■ **About this exercise**
Type out the entries below again, character for character.
** Opening Record excerpts block **
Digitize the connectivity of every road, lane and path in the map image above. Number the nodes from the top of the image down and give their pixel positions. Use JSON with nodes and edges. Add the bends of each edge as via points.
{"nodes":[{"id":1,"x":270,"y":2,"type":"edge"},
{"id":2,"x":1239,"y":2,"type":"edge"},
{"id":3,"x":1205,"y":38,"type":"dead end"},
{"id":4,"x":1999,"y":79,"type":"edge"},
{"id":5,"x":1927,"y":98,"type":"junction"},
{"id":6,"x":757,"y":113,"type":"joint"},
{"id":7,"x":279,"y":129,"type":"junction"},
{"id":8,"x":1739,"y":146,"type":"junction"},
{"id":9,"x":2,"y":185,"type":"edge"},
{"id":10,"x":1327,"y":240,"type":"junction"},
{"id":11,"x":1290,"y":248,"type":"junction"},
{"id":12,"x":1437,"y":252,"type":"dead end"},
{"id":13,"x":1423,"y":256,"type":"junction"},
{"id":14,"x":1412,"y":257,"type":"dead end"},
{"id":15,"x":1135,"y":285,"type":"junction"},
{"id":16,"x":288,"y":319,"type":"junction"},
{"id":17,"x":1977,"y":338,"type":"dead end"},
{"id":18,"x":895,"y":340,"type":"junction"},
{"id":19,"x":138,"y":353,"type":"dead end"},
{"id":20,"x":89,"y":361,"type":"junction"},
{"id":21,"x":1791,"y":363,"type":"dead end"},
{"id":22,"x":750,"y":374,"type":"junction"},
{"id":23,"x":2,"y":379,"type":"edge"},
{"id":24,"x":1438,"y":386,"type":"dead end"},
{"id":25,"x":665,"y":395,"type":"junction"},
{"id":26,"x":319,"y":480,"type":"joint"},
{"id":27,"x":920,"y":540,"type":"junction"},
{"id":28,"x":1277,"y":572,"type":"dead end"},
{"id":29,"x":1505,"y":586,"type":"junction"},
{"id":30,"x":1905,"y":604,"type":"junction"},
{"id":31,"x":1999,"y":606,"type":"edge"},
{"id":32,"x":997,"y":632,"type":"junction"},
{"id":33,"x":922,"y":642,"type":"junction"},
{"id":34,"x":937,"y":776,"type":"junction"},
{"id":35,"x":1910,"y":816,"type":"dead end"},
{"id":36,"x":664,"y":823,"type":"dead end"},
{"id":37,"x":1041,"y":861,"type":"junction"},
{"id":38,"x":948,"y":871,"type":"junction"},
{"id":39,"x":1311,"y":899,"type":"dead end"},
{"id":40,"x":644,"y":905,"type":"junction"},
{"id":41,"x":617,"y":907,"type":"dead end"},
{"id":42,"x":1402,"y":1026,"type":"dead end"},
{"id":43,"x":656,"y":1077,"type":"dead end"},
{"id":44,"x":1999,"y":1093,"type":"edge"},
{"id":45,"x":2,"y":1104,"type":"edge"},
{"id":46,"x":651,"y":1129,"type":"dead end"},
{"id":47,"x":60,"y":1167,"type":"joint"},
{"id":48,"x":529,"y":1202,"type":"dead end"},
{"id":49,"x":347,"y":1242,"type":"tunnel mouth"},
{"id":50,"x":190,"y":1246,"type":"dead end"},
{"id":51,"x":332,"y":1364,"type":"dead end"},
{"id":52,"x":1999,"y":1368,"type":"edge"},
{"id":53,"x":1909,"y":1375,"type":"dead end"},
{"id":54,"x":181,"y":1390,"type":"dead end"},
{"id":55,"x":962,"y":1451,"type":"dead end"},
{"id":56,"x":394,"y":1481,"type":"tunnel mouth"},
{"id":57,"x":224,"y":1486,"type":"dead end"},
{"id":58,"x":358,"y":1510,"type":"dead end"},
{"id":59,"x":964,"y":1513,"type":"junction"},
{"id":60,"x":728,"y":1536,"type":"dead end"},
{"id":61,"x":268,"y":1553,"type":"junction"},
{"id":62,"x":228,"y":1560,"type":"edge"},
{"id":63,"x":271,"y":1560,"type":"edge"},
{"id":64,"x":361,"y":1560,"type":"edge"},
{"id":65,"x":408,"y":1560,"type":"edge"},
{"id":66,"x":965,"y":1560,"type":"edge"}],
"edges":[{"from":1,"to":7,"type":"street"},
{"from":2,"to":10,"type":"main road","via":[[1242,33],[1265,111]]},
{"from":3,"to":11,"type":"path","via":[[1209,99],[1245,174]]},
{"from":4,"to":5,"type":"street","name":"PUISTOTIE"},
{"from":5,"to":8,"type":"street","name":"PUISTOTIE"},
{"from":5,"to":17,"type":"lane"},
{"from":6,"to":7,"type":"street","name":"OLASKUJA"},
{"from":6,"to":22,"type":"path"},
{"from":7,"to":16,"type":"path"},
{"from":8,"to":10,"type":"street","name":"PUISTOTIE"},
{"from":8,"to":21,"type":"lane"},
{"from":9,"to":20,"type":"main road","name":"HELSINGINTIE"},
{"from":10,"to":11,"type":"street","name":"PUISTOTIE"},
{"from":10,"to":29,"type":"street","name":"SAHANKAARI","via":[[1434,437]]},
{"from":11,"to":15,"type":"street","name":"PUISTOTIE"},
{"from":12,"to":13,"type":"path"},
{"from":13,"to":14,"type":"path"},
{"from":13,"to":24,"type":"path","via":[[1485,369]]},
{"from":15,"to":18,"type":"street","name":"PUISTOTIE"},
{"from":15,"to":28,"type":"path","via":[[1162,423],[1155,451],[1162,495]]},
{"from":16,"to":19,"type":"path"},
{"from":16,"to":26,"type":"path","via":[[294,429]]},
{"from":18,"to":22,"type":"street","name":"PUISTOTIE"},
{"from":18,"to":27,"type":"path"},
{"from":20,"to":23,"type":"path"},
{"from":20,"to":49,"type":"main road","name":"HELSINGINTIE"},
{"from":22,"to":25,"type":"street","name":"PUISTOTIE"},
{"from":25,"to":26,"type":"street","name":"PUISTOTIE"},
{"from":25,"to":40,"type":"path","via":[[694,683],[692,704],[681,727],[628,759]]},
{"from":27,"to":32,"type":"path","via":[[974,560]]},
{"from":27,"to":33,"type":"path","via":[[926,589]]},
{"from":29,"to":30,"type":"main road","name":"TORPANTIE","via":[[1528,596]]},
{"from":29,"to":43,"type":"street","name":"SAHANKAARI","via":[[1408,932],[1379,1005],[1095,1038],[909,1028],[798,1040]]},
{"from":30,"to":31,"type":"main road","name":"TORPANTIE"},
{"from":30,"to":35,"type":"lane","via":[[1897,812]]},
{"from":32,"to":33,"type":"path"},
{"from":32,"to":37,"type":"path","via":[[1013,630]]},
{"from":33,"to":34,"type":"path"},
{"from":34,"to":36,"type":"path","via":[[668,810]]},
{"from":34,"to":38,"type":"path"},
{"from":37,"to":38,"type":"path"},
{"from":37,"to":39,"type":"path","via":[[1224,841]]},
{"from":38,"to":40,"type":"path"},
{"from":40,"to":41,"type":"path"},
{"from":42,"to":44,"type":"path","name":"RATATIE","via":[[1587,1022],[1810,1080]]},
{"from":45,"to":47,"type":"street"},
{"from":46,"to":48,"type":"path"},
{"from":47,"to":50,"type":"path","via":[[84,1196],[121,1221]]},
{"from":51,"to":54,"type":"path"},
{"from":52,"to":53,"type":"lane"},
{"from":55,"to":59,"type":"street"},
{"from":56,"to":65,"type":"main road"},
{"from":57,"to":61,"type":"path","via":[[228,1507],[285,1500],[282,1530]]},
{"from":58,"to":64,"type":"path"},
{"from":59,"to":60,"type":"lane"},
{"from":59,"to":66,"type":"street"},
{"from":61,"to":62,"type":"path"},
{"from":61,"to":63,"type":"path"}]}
** Closing Record excerpts block **
■ **Answer to the exercise**
Digitize the connectivity of every road, lane and path in the map image above. Number the nodes from the top of the image down and give their pixel positions. Use JSON with nodes and edges. Add the bends of each edge as via points.
{"nodes":[{"id":1,"x":270,"y":2,"type":"edge"},
{"id":2,"x":1239,"y":2,"type":"edge"},
{"id":3,"x":1205,"y":38,"type":"dead end"},
{"id":4,"x":1999,"y":79,"type":"edge"},
{"id":5,"x":1927,"y":98,"type":"junction"},
{"id":6,"x":757,"y":113,"type":"joint"},
{"id":7,"x":279,"y":129,"type":"junction"},
{"id":8,"x":1739,"y":146,"type":"junction"},
{"id":9,"x":2,"y":185,"type":"edge"},
{"id":10,"x":1327,"y":240,"type":"junction"},
{"id":11,"x":1290,"y":248,"type":"junction"},
{"id":12,"x":1437,"y":252,"type":"dead end"},
{"id":13,"x":1423,"y":256,"type":"junction"},
{"id":14,"x":1412,"y":257,"type":"dead end"},
{"id":15,"x":1135,"y":285,"type":"junction"},
{"id":16,"x":288,"y":319,"type":"junction"},
{"id":17,"x":1977,"y":338,"type":"dead end"},
{"id":18,"x":895,"y":340,"type":"junction"},
{"id":19,"x":138,"y":353,"type":"dead end"},
{"id":20,"x":89,"y":361,"type":"junction"},
{"id":21,"x":1791,"y":363,"type":"dead end"},
{"id":22,"x":750,"y":374,"type":"junction"},
{"id":23,"x":2,"y":379,"type":"edge"},
{"id":24,"x":1438,"y":386,"type":"dead end"},
{"id":25,"x":665,"y":395,"type":"junction"},
{"id":26,"x":319,"y":480,"type":"joint"},
{"id":27,"x":920,"y":540,"type":"junction"},
{"id":28,"x":1277,"y":572,"type":"dead end"},
{"id":29,"x":1505,"y":586,"type":"junction"},
{"id":30,"x":1905,"y":604,"type":"junction"},
{"id":31,"x":1999,"y":606,"type":"edge"},
{"id":32,"x":997,"y":632,"type":"junction"},
{"id":33,"x":922,"y":642,"type":"junction"},
{"id":34,"x":937,"y":776,"type":"junction"},
{"id":35,"x":1910,"y":816,"type":"dead end"},
{"id":36,"x":664,"y":823,"type":"dead end"},
{"id":37,"x":1041,"y":861,"type":"junction"},
{"id":38,"x":948,"y":871,"type":"junction"},
{"id":39,"x":1311,"y":899,"type":"dead end"},
{"id":40,"x":644,"y":905,"type":"junction"},
{"id":41,"x":617,"y":907,"type":"dead end"},
{"id":42,"x":1402,"y":1026,"type":"dead end"},
{"id":43,"x":656,"y":1077,"type":"dead end"},
{"id":44,"x":1999,"y":1093,"type":"edge"},
{"id":45,"x":2,"y":1104,"type":"edge"},
{"id":46,"x":651,"y":1129,"type":"dead end"},
{"id":47,"x":60,"y":1167,"type":"joint"},
{"id":48,"x":529,"y":1202,"type":"dead end"},
{"id":49,"x":347,"y":1242,"type":"tunnel mouth"},
{"id":50,"x":190,"y":1246,"type":"dead end"},
{"id":51,"x":332,"y":1364,"type":"dead end"},
{"id":52,"x":1999,"y":1368,"type":"edge"},
{"id":53,"x":1909,"y":1375,"type":"dead end"},
{"id":54,"x":181,"y":1390,"type":"dead end"},
{"id":55,"x":962,"y":1451,"type":"dead end"},
{"id":56,"x":394,"y":1481,"type":"tunnel mouth"},
{"id":57,"x":224,"y":1486,"type":"dead end"},
{"id":58,"x":358,"y":1510,"type":"dead end"},
{"id":59,"x":964,"y":1513,"type":"junction"},
{"id":60,"x":728,"y":1536,"type":"dead end"},
{"id":61,"x":268,"y":1553,"type":"junction"},
{"id":62,"x":228,"y":1560,"type":"edge"},
{"id":63,"x":271,"y":1560,"type":"edge"},
{"id":64,"x":361,"y":1560,"type":"edge"},
{"id":65,"x":408,"y":1560,"type":"edge"},
{"id":66,"x":965,"y":1560,"type":"edge"}],
"edges":[{"from":1,"to":7,"type":"street"},
{"from":2,"to":10,"type":"main road","via":[[1242,33],[1265,111]]},
{"from":3,"to":11,"type":"path","via":[[1209,99],[1245,174]]},
{"from":4,"to":5,"type":"street","name":"PUISTOTIE"},
{"from":5,"to":8,"type":"street","name":"PUISTOTIE"},
{"from":5,"to":17,"type":"lane"},
{"from":6,"to":7,"type":"street","name":"OLASKUJA"},
{"from":6,"to":22,"type":"path"},
{"from":7,"to":16,"type":"path"},
{"from":8,"to":10,"type":"street","name":"PUISTOTIE"},
{"from":8,"to":21,"type":"lane"},
{"from":9,"to":20,"type":"main road","name":"HELSINGINTIE"},
{"from":10,"to":11,"type":"street","name":"PUISTOTIE"},
{"from":10,"to":29,"type":"street","name":"SAHANKAARI","via":[[1434,437]]},
{"from":11,"to":15,"type":"street","name":"PUISTOTIE"},
{"from":12,"to":13,"type":"path"},
{"from":13,"to":14,"type":"path"},
{"from":13,"to":24,"type":"path","via":[[1485,369]]},
{"from":15,"to":18,"type":"street","name":"PUISTOTIE"},
{"from":15,"to":28,"type":"path","via":[[1162,423],[1155,451],[1162,495]]},
{"from":16,"to":19,"type":"path"},
{"from":16,"to":26,"type":"path","via":[[294,429]]},
{"from":18,"to":22,"type":"street","name":"PUISTOTIE"},
{"from":18,"to":27,"type":"path"},
{"from":20,"to":23,"type":"path"},
{"from":20,"to":49,"type":"main road","name":"HELSINGINTIE"},
{"from":22,"to":25,"type":"street","name":"PUISTOTIE"},
{"from":25,"to":26,"type":"street","name":"PUISTOTIE"},
{"from":25,"to":40,"type":"path","via":[[694,683],[692,704],[681,727],[628,759]]},
{"from":27,"to":32,"type":"path","via":[[974,560]]},
{"from":27,"to":33,"type":"path","via":[[926,589]]},
{"from":29,"to":30,"type":"main road","name":"TORPANTIE","via":[[1528,596]]},
{"from":29,"to":43,"type":"street","name":"SAHANKAARI","via":[[1408,932],[1379,1005],[1095,1038],[909,1028],[798,1040]]},
{"from":30,"to":31,"type":"main road","name":"TORPANTIE"},
{"from":30,"to":35,"type":"lane","via":[[1897,812]]},
{"from":32,"to":33,"type":"path"},
{"from":32,"to":37,"type":"path","via":[[1013,630]]},
{"from":33,"to":34,"type":"path"},
{"from":34,"to":36,"type":"path","via":[[668,810]]},
{"from":34,"to":38,"type":"path"},
{"from":37,"to":38,"type":"path"},
{"from":37,"to":39,"type":"path","via":[[1224,841]]},
{"from":38,"to":40,"type":"path"},
{"from":40,"to":41,"type":"path"},
{"from":42,"to":44,"type":"path","name":"RATATIE","via":[[1587,1022],[1810,1080]]},
{"from":45,"to":47,"type":"street"},
{"from":46,"to":48,"type":"path"},
{"from":47,"to":50,"type":"path","via":[[84,1196],[121,1221]]},
{"from":51,"to":54,"type":"path"},
{"from":52,"to":53,"type":"lane"},
{"from":55,"to":59,"type":"street"},
{"from":56,"to":65,"type":"main road"},
{"from":57,"to":61,"type":"path","via":[[228,1507],[285,1500],[282,1530]]},
{"from":58,"to":64,"type":"path"},
{"from":59,"to":60,"type":"lane"},
{"from":59,"to":66,"type":"street"},
{"from":61,"to":62,"type":"path"},
{"from":61,"to":63,"type":"path"}]}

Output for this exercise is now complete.